Cole v. City of Miami Beach

ROBERT H. ANDERSON, Circuit Judge.

Initially this court granted the defendants’ motion to dismiss the complaint. It did so because it felt that the complaint did not state a cause of action and that the court was being asked to substitute its judgment for that of the city council in contravention of well settled rules on this subject.

On appeal, the court of appeal reversed. It said that this court was in error and that the complaint alleging that the ordinance changing the zoning of the lots in question so as to permit their use for apartments or hotel sites was so vague and indefinite, that a legal construction of it was impossible; that it would permit uses inconsistent with those permitted in the subdivision; that it was in reality spot zoning and not harmonious with zoning for the remainder of the subdivision and that it deprived plaintiffs, who had used their own lots in the subdivision for single family purposes, of property without due process of law, stated a cause of action.

Thereupon, this court, acting in obedience to the mandate of the court of appeal, vacated the prior judgment, required the defendants to answer the complaint and took voluminous testimony from the parties.

The court is still of the opinion that it is wholly unable to decide this case any other way than by substituting its judgment for that of the city council as to how this property should be zoned. This is not the function of the court. The Florida courts, including the Court of Appeal for the Third District, have repeatedly so held and disapproved trial courts doing this very thing on innumerable occasions. They have said that if the court did so, it would become a zoning board for each municipality in the state. City of Miami Beach v. Silver, Fla. 1953, 67 So. 2d 646; City of Miami Beach *46v. Prevatt, Fla. 1957, 97 So. 2d 473; Town of Surfside v. Abelson, Fla. App. 1958, 106 So. 2d 108; Bessemer Properties, Inc. v. Miami Shores Village, Fla.

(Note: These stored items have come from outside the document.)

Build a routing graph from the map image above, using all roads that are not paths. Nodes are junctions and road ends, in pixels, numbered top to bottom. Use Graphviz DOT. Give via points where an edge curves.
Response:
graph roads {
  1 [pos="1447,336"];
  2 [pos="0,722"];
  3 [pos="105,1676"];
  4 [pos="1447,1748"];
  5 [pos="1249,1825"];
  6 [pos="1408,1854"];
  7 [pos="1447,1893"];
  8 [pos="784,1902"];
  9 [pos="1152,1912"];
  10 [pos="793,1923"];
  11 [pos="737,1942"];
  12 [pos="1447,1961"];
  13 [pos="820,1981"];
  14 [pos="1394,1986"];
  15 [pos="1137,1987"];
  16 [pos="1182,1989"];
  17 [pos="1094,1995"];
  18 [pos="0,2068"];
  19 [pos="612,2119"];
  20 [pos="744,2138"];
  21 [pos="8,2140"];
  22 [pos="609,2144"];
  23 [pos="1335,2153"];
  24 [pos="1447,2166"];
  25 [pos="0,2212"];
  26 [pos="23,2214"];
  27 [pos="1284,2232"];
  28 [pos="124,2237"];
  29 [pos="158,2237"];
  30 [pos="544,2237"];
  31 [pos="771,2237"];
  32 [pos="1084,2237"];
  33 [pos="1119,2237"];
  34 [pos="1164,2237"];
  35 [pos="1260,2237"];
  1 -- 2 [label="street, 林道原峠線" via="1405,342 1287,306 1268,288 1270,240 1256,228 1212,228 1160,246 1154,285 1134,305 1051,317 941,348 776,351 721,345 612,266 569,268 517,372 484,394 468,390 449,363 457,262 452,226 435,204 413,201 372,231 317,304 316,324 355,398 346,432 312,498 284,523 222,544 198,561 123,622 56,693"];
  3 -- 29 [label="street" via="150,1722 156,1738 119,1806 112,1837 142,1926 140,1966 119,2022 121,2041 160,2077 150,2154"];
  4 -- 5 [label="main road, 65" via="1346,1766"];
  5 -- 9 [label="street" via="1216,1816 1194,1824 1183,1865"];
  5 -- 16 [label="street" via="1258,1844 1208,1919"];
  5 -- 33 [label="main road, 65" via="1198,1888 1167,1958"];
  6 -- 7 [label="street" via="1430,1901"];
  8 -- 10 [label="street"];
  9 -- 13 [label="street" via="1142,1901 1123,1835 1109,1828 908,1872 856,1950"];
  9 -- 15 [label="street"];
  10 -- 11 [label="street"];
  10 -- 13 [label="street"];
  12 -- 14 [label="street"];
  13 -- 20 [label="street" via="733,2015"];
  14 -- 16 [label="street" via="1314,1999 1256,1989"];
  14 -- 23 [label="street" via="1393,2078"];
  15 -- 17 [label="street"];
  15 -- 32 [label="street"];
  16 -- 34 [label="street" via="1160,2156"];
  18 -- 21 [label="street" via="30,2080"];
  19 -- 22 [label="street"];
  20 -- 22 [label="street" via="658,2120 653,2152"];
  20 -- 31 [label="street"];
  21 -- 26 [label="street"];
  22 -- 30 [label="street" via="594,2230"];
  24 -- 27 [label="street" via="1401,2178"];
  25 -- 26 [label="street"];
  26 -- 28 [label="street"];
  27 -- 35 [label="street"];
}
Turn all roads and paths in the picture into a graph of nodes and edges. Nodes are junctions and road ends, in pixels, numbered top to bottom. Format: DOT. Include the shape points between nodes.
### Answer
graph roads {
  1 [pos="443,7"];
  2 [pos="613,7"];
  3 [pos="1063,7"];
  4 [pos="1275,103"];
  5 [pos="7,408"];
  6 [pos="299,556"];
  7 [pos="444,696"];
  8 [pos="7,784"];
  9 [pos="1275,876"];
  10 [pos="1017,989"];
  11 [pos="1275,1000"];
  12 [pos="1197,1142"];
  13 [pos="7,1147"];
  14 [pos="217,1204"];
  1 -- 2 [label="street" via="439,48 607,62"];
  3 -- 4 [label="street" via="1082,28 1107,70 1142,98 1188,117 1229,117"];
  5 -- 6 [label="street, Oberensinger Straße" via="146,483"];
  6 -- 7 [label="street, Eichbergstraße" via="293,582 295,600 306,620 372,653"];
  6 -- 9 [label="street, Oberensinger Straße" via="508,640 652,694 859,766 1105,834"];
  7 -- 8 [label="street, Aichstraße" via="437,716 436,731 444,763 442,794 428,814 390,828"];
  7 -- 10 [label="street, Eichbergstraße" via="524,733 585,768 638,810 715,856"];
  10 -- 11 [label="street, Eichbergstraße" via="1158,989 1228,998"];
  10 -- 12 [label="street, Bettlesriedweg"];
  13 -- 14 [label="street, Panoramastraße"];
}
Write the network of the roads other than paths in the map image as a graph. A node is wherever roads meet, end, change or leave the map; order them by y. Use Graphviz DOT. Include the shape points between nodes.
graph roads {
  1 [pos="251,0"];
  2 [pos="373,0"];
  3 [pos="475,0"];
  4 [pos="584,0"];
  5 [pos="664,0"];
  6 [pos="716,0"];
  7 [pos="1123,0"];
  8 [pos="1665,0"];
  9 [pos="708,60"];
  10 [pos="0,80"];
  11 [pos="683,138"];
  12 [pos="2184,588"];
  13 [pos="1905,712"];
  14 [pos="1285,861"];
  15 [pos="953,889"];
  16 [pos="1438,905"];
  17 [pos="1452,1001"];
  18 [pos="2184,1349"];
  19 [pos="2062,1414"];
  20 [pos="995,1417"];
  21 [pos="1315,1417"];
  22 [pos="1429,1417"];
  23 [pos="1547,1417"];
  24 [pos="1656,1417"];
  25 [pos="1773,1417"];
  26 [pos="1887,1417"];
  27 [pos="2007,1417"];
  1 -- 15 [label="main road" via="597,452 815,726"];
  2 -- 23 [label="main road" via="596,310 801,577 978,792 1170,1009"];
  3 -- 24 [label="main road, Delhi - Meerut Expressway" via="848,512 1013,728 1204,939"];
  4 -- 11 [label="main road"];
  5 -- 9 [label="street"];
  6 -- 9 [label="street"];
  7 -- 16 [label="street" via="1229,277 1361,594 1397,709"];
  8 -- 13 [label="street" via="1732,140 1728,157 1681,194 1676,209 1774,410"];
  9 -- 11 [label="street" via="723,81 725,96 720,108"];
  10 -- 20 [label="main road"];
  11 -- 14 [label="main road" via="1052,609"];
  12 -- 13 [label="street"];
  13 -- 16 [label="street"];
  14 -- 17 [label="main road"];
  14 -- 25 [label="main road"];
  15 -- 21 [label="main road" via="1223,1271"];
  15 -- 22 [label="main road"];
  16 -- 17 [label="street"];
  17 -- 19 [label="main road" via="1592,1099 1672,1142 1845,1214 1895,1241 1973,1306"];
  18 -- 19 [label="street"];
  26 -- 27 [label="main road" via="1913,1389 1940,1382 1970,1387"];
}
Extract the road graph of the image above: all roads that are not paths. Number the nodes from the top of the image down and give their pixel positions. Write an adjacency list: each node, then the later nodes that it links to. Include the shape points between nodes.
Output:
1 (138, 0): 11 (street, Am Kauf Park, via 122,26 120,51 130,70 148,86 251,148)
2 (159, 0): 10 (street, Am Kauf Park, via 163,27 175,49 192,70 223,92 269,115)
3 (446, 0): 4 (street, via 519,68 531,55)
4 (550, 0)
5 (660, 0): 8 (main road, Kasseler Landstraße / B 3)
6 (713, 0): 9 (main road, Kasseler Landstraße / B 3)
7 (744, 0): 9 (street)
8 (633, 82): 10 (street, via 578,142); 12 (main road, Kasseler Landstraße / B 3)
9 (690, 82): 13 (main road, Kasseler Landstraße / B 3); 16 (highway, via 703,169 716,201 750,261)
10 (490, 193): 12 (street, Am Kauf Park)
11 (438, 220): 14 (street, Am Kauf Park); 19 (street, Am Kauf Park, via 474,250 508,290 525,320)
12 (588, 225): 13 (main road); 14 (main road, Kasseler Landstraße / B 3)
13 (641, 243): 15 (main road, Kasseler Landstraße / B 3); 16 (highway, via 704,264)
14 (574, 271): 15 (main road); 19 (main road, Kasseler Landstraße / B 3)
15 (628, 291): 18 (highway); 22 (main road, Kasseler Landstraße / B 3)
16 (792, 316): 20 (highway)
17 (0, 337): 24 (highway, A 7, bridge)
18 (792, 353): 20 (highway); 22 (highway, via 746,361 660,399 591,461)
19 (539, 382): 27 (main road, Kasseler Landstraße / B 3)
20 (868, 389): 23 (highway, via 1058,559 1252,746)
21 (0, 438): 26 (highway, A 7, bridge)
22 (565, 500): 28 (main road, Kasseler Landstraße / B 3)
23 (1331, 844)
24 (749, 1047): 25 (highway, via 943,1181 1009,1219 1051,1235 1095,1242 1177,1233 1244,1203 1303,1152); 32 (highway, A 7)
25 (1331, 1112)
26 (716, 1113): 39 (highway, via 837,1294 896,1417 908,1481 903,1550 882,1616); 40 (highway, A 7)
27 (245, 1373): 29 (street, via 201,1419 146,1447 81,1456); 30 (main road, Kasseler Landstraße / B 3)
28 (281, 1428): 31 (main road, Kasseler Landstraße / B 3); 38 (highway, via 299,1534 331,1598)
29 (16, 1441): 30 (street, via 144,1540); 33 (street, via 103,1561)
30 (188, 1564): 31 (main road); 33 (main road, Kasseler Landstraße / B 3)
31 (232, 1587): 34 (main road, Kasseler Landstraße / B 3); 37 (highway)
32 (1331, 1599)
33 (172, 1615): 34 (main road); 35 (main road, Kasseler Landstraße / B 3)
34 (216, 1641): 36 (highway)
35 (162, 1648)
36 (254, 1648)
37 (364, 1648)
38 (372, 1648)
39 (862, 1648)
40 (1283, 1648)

App. 1959, 110 So. 2d 87, 88.

If this court is to guess about the matter, it will do so, but as far as deciding the right or wrong of the action of the city council of Miami Beach in rezoning, especially when the city council has passed on it both ways, this it is unable to do.

Accordingly, it is the judgment of the court that the complaint be and it is hereby dismissed at the cost of the plaintiffs.